TASK DESCRIPTION
Report each line below that carries the word "down".

DATASET ENTRIES
- Opening Delimiter -
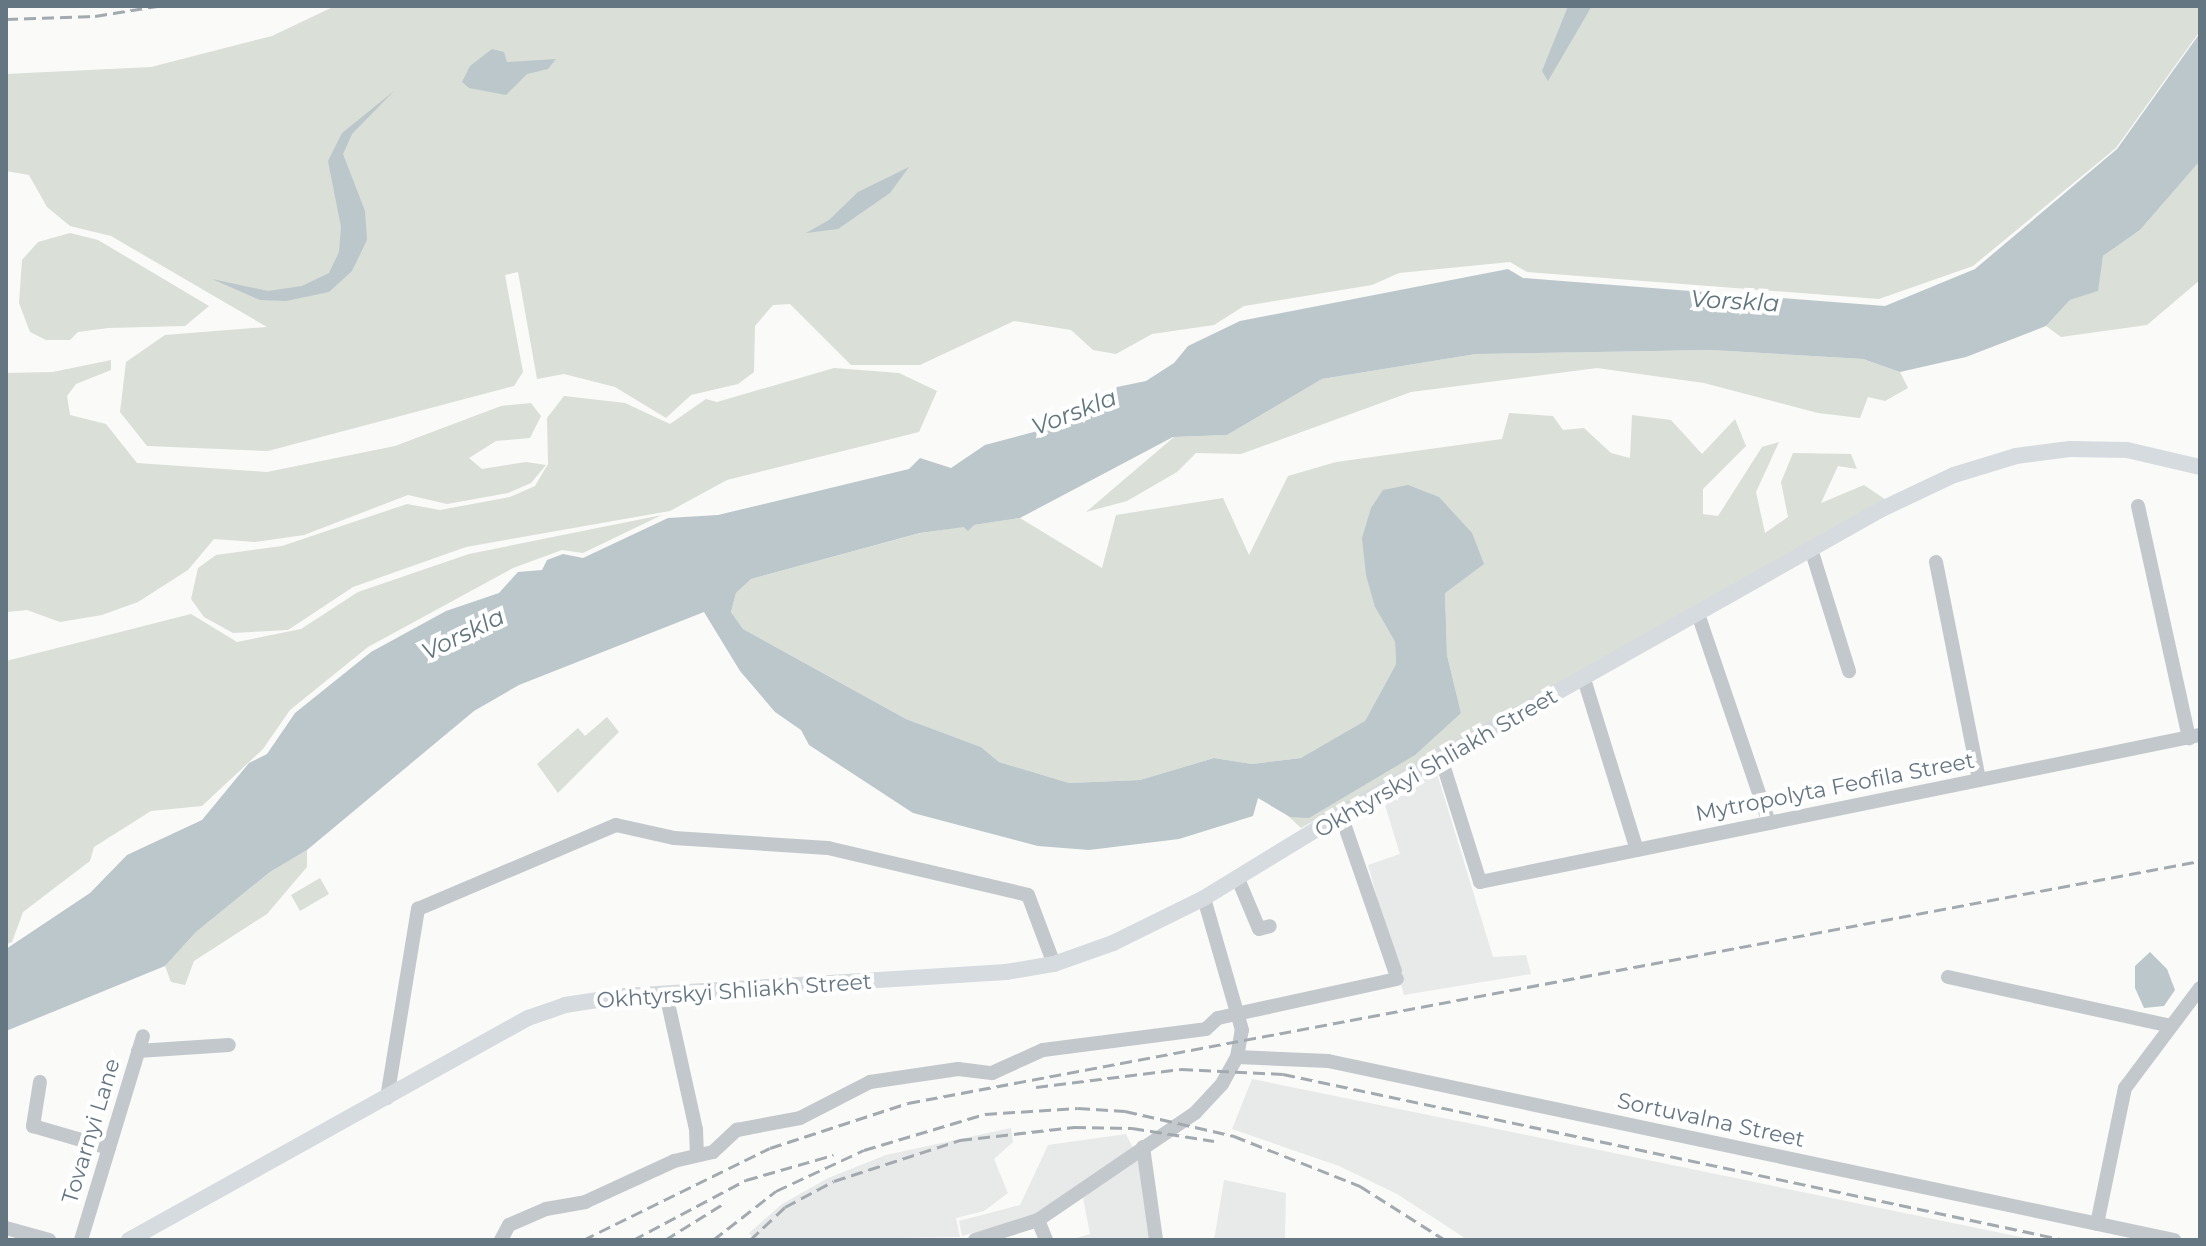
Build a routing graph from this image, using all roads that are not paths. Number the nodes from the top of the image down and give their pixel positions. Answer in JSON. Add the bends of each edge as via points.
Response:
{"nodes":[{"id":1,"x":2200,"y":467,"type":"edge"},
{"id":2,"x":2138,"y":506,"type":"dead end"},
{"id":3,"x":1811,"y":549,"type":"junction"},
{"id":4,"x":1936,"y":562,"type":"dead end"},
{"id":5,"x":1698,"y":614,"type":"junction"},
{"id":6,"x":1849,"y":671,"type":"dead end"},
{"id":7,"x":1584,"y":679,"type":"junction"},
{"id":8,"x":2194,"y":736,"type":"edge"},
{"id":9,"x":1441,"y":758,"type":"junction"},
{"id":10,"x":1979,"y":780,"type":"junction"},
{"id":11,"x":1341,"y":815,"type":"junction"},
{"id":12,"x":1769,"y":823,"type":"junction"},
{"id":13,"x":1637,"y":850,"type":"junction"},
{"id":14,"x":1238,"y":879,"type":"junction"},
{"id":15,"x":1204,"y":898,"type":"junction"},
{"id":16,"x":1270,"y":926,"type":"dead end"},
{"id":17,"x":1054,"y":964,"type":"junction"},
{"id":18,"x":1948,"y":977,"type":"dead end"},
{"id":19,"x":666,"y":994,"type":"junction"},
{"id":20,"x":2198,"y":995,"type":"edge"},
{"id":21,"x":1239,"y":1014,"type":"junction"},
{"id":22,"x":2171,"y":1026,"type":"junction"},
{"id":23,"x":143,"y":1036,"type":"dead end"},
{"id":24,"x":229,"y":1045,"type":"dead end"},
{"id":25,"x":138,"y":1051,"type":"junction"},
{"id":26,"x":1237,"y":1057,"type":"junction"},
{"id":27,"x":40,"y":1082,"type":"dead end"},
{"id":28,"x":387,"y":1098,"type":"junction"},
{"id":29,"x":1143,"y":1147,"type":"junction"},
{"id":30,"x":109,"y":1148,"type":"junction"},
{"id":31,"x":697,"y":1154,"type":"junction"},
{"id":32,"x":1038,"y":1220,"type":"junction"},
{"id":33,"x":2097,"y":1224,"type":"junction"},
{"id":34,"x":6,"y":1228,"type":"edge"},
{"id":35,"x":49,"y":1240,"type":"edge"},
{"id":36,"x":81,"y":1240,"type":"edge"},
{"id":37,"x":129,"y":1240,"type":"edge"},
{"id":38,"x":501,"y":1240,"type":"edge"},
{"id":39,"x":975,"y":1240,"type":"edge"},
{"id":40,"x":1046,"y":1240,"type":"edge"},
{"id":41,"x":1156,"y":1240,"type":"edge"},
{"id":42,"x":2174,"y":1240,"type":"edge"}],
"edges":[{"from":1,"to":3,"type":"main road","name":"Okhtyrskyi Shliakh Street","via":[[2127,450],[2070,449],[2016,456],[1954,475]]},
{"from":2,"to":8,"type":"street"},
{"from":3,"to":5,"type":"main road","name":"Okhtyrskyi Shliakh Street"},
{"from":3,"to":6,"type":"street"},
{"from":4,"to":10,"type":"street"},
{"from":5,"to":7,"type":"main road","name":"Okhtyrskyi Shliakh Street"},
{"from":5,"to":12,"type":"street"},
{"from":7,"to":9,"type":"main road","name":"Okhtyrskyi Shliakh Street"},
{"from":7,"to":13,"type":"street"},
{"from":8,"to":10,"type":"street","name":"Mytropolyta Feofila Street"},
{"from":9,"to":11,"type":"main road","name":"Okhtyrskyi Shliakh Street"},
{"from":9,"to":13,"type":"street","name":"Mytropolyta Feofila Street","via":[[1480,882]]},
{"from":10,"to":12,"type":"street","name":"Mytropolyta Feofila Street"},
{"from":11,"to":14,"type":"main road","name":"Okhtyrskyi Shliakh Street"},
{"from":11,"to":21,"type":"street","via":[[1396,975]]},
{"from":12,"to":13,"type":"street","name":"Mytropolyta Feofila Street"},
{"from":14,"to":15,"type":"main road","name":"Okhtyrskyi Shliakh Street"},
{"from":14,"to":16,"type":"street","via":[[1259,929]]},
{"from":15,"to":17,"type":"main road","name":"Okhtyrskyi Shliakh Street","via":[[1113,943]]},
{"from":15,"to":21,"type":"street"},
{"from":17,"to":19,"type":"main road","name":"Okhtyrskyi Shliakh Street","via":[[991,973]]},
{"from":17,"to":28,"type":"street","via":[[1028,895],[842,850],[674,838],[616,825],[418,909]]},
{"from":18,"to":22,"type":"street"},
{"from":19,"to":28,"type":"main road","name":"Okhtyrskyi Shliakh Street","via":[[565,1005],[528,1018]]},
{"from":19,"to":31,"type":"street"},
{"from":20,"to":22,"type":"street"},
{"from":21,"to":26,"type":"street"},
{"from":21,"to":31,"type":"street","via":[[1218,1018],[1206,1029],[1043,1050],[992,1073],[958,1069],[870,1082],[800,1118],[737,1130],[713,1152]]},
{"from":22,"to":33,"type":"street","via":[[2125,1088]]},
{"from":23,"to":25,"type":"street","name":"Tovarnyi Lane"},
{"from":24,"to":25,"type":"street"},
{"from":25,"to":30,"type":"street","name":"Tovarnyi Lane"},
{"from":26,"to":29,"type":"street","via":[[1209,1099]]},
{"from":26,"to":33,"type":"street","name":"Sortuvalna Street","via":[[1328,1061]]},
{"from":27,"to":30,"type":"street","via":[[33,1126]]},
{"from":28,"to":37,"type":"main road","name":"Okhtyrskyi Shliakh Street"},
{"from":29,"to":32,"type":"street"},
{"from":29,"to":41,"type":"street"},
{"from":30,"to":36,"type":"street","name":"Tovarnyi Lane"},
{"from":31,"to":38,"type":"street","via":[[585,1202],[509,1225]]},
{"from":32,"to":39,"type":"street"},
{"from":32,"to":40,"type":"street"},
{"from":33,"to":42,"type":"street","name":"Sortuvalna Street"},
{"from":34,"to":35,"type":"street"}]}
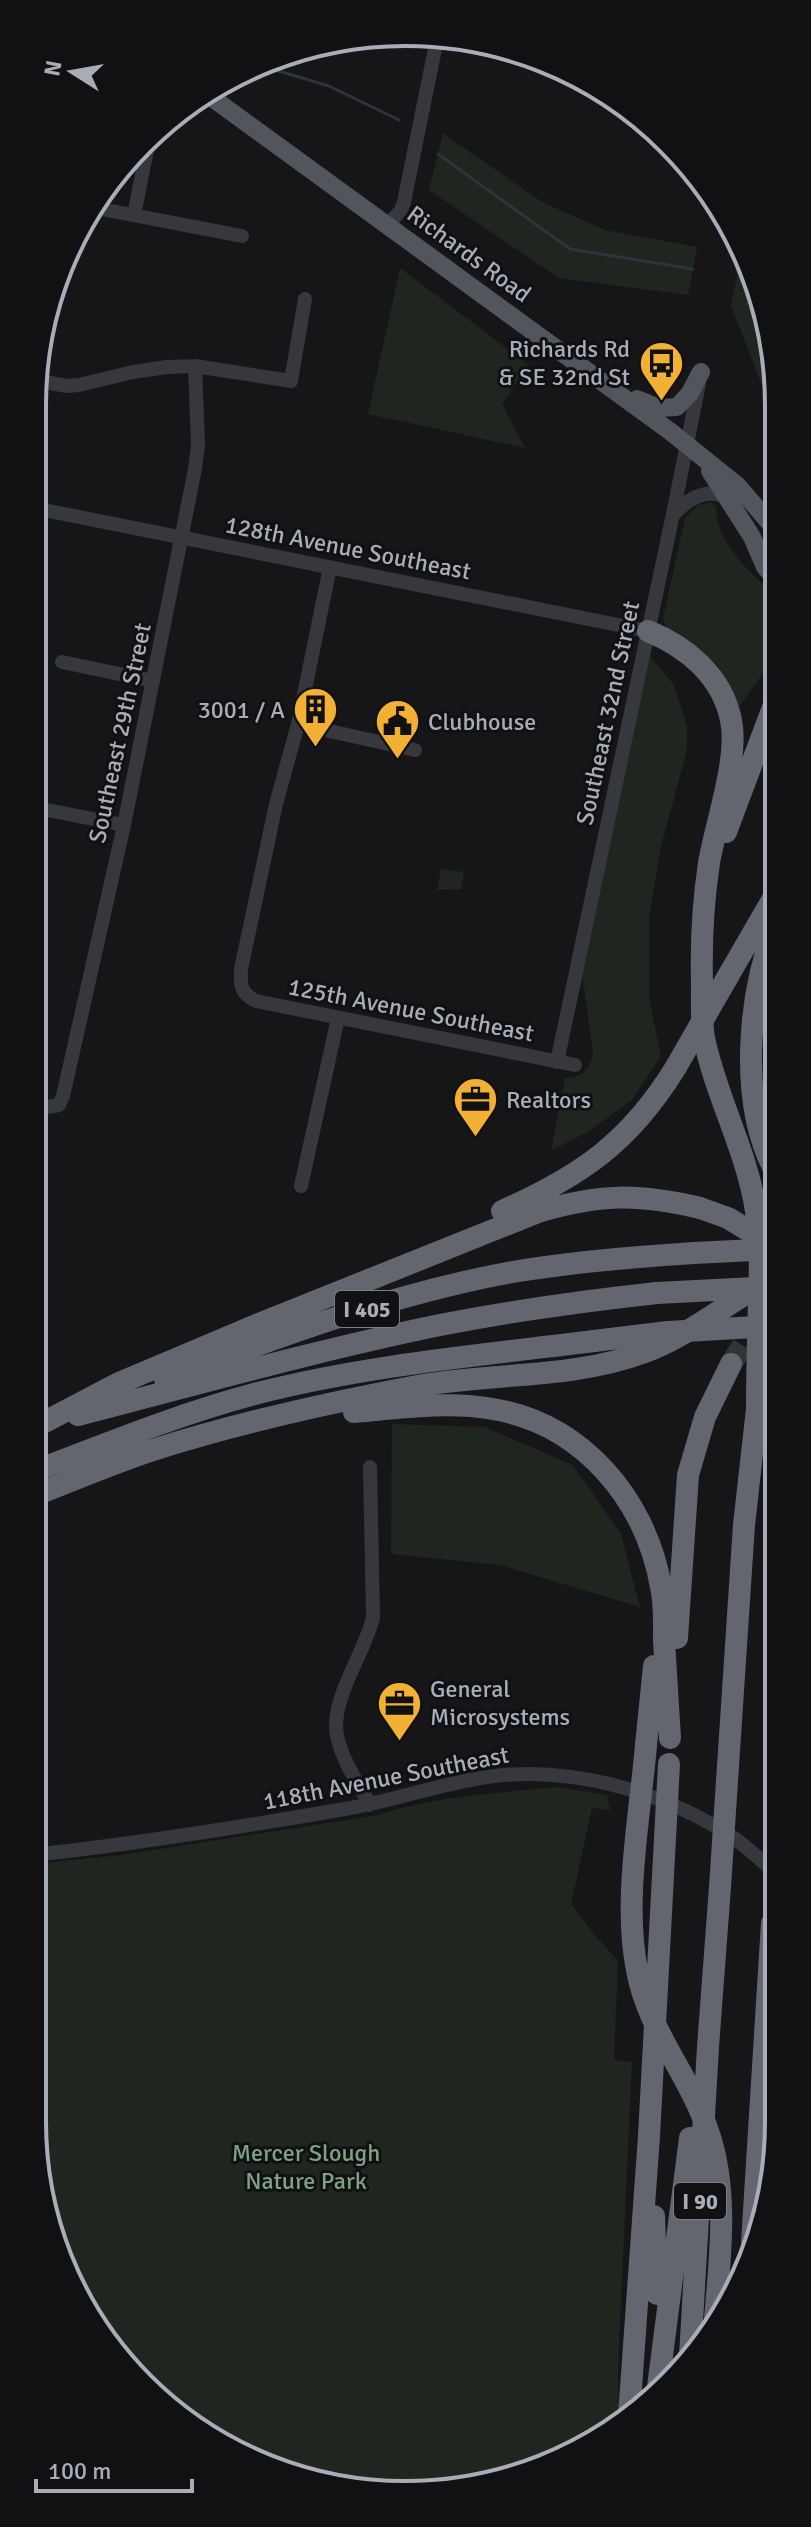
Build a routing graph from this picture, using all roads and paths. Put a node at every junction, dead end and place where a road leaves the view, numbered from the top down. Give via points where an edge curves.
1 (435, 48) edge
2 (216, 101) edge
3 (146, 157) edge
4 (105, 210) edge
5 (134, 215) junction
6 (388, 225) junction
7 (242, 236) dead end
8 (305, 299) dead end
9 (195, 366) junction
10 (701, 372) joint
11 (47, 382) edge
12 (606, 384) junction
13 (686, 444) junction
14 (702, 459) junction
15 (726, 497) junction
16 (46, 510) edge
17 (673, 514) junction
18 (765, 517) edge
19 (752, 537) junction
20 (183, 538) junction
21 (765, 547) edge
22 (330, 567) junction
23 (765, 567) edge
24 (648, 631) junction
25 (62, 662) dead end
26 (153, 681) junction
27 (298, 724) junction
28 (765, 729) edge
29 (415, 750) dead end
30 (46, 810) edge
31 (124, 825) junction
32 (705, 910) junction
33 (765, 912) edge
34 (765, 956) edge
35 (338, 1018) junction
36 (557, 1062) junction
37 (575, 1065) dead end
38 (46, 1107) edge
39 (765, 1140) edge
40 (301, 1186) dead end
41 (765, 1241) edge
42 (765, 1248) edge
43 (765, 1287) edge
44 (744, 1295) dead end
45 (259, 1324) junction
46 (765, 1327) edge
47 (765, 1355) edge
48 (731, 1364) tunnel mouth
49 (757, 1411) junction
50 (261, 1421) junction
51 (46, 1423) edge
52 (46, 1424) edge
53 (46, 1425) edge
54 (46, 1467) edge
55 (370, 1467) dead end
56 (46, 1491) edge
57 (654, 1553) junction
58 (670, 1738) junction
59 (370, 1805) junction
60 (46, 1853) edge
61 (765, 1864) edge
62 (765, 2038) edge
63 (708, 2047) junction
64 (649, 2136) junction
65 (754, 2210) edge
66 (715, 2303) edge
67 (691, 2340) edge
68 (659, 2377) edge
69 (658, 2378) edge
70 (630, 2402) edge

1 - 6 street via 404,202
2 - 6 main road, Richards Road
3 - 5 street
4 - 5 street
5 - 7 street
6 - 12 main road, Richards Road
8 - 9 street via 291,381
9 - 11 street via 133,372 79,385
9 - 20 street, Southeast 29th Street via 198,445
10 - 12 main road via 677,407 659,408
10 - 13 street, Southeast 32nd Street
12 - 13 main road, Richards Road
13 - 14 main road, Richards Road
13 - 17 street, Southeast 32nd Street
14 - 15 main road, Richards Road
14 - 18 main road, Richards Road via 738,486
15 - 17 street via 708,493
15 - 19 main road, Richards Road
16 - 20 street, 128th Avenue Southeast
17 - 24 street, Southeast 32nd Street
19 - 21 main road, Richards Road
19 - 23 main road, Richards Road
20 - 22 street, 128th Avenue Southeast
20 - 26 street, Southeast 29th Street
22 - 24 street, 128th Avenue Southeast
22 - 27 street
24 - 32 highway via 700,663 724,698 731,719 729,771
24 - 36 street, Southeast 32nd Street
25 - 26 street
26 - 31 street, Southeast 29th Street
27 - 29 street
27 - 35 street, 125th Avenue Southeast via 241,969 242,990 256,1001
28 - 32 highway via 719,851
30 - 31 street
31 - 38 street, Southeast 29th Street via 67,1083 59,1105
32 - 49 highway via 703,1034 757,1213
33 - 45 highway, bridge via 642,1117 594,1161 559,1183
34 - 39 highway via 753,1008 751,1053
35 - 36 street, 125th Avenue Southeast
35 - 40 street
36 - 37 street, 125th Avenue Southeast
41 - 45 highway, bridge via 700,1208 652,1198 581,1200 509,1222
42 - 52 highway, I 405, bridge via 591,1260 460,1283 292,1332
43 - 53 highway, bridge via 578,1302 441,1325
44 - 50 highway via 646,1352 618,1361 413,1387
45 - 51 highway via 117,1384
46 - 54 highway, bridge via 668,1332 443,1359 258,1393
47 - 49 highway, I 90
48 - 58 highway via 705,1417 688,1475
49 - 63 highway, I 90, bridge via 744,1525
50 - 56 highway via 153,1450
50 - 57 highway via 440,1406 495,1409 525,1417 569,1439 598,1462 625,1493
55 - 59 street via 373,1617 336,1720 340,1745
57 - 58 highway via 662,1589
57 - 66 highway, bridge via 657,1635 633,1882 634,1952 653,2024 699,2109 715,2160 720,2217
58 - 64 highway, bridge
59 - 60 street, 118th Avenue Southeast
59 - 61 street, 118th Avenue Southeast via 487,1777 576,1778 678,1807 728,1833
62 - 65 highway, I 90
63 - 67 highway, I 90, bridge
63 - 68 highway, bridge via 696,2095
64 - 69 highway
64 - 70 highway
- Closing Delimiter -
OUTPUT BELOW
Build a routing graph from this image, using all roads that are not paths. Number the nodes from the top of the image down and give their pixel positions. Answer in JSON. Add the bends of each edge as via points.
Build a routing graph from this picture, using all roads and paths. Put a node at every junction, dead end and place where a road leaves the view, numbered from the top down. Give via points where an edge curves.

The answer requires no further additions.